Sometimes it is the smallest, perhaps simplest of effort, gestures that touch me the most. Especially the ones I never see coming.
A friend of mine is on holiday in Egypt (and he had a fortunate prolonged delay in Paris to explore its wondrous beauty). He mentioned sending a postcard, but I never expect people to remember such little things when trekking across the world. My friend Anna sent me postcards from almost every port when she did semester at sea, but the funny part was I only received several in the end. I still have just those few that survived the daunting journey by land, sea or sky to find my mail box. Anyway, I had forgotten all about this with my trip to Houston, getting ready for RAW, and a photography contest, oh and work of course as well since we had auditors the past two weeks (our own corporation auditors, it helps keep their accounting offices on point).
Friday afternoon after sitting in work traffic, I find on my bed a postcard from Egypt, stamp of Cairo and all! He told me in tiny barely legible scribble about his journey to St Catherine Cathedral, to Mt. Sinai. I can’t wait for the intricate details left out of the summation written when he returns. The front of the postcard is of an icon, “Ladder to Heaven.” Dozens of people (all men of course) are walking the rungs of the ladder to heaven, at the top is Jesus, palm out, waiting to welcome his followers, another outstretched hand by a less defined male figure. At the top left are angels dressed in pallid blue robes looking down upon the humans. But what amused me most, enticed the eyes, was not everyone made it to the top. Several men are falling, being plucked like rotten cores by dark figures with wings, demons perhaps, militant angels. Roping them like bulls for kill, and dragging them off the rungs. Stunning. And more so that no untouched man was trying to help, to grab an ankle, a robe, trying to save their fallen brothers. All eyes upon above, the brightened light, on the savior’s haloed presence. Then turning the postcard over, the first thing I notice in medium sized, bold lettering, “Best Wishes.” Oh, I laughed. A perfect choice, splendid gift.
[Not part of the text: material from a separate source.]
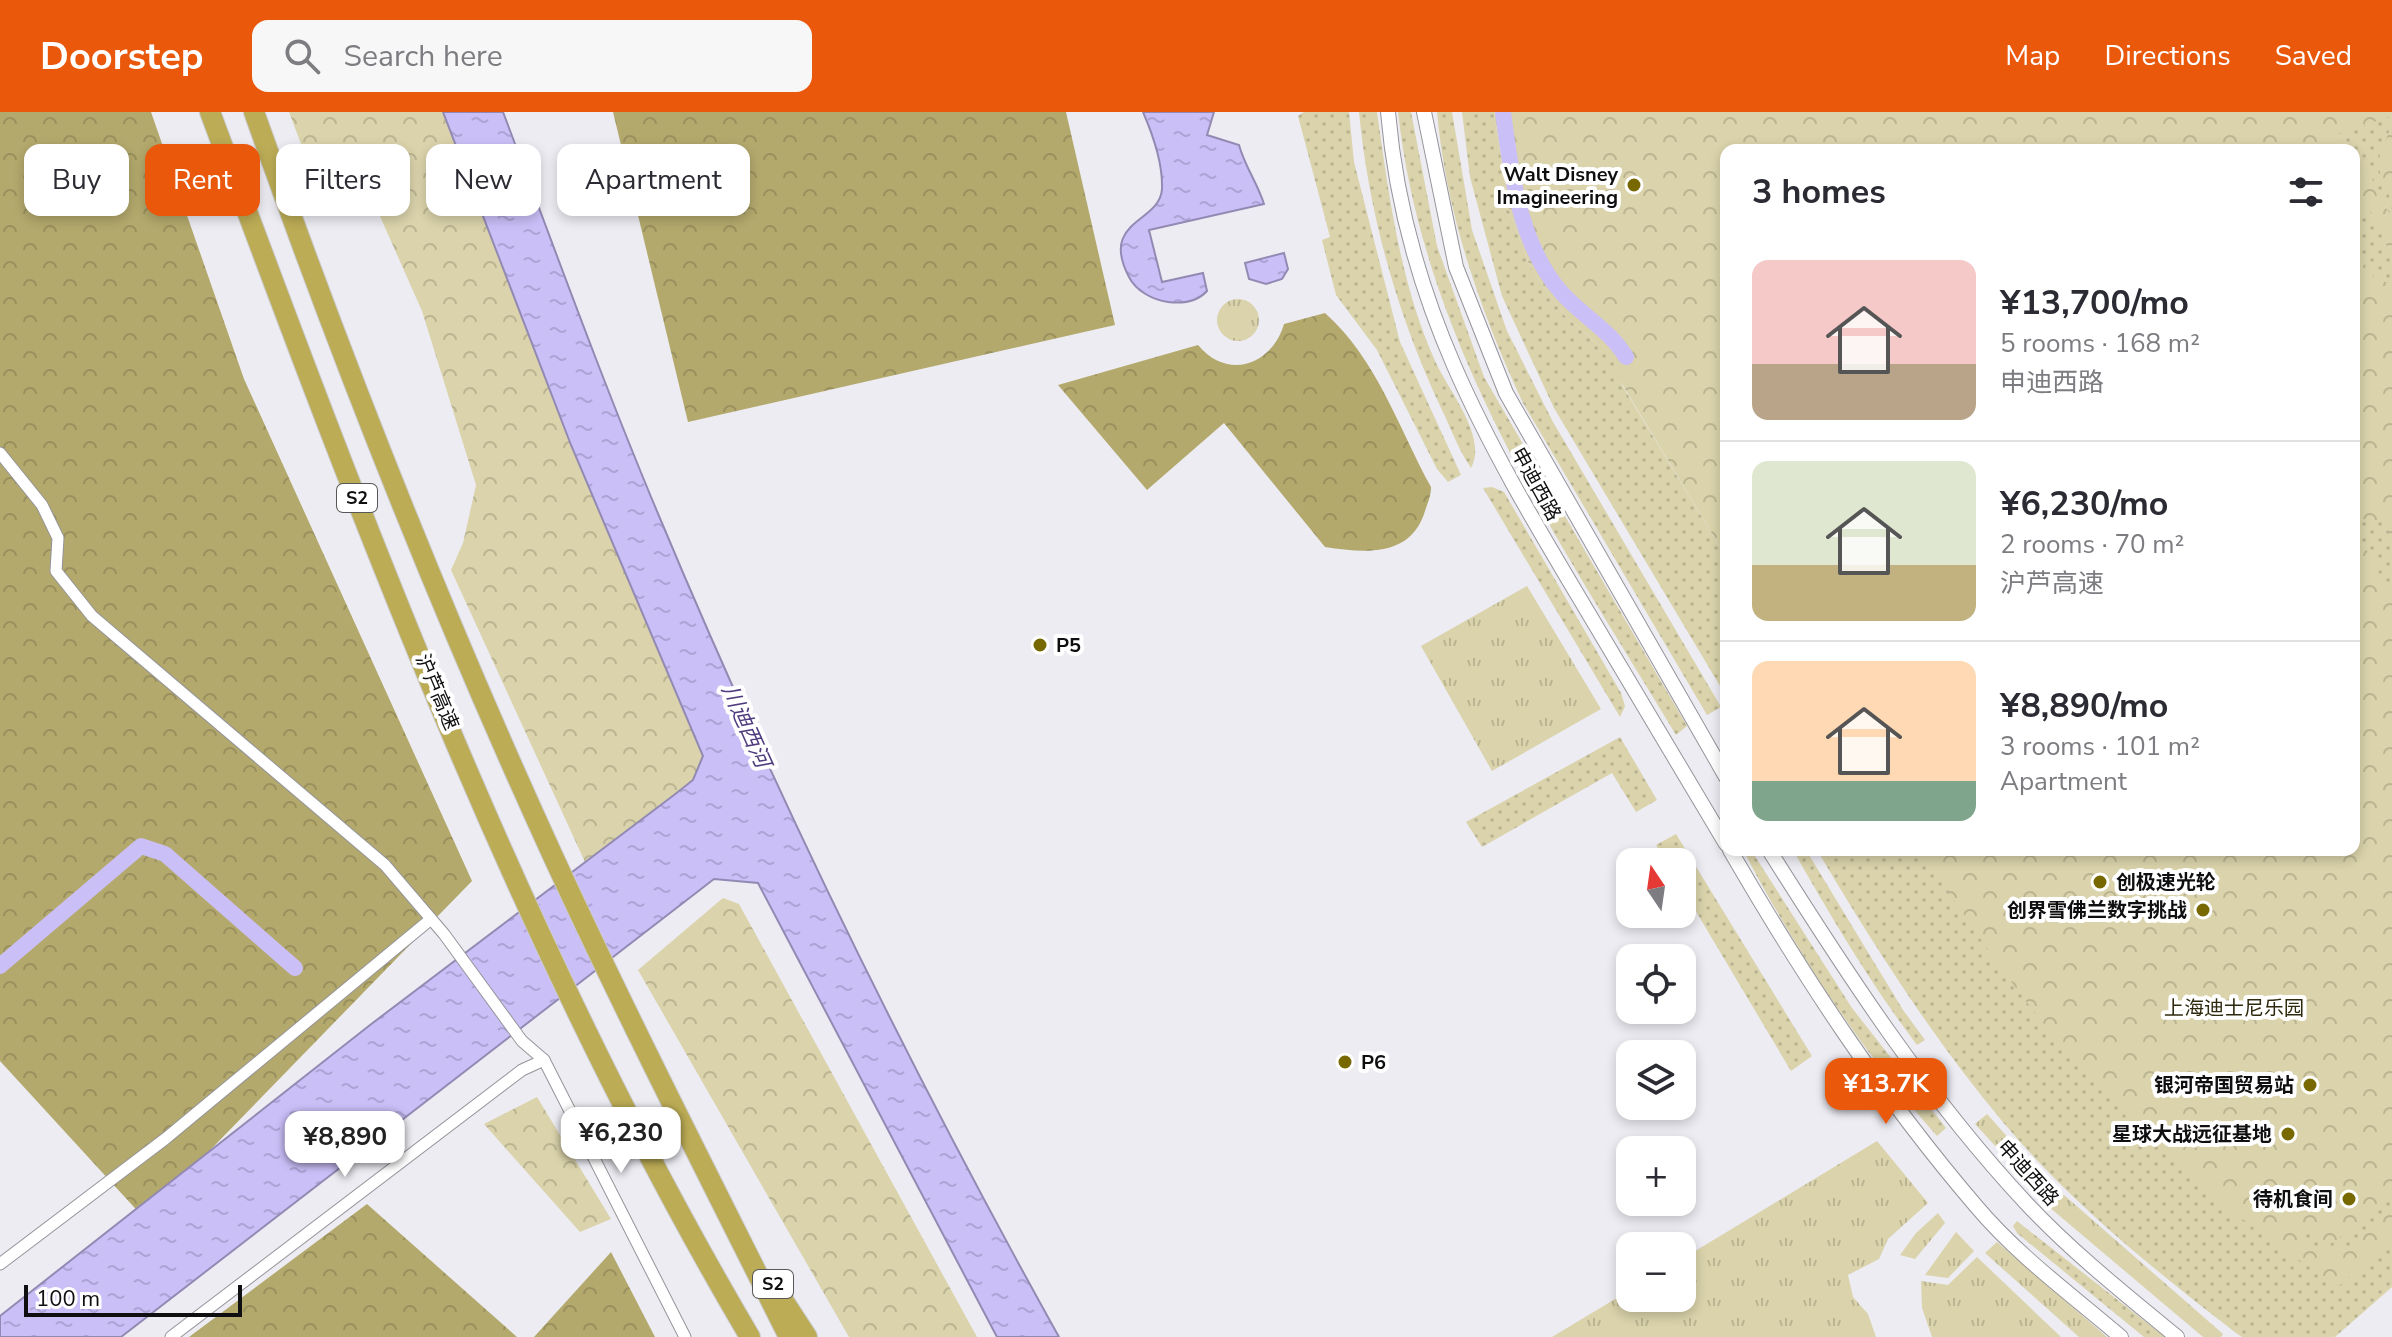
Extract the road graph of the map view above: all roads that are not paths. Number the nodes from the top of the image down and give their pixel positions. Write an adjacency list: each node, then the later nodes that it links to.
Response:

Then this morning, I awake, grab my laptop from beside my bed. Skim news, Facebook updates (but no one really is awake yet, sleeping, hungover, all to be expected), read several blogs of friends, which leads me to a link to an upcoming show. And I search for her. Wondering what has become of her, this unnamed woman on canvas. He never told me her name, but surely, now she must have one. I click on that face I know so well, seeing what she has been christened, and I am utterly surprised. I didn’t know. He never said. I never asked again either. And I don’t think I believed it for several moments. I wonder what compelled him. But nonetheless, I was greatly moved, touched. She is so beautiful to me, the woman on canvas, I hope whoever is fortunate enough to have her will cherish her the way I did in seeing her path to existence. Priscilla Cuts Ties…and those three words strike me to the core more than anyone could realize. And I’ve been left smiling the rest of the day.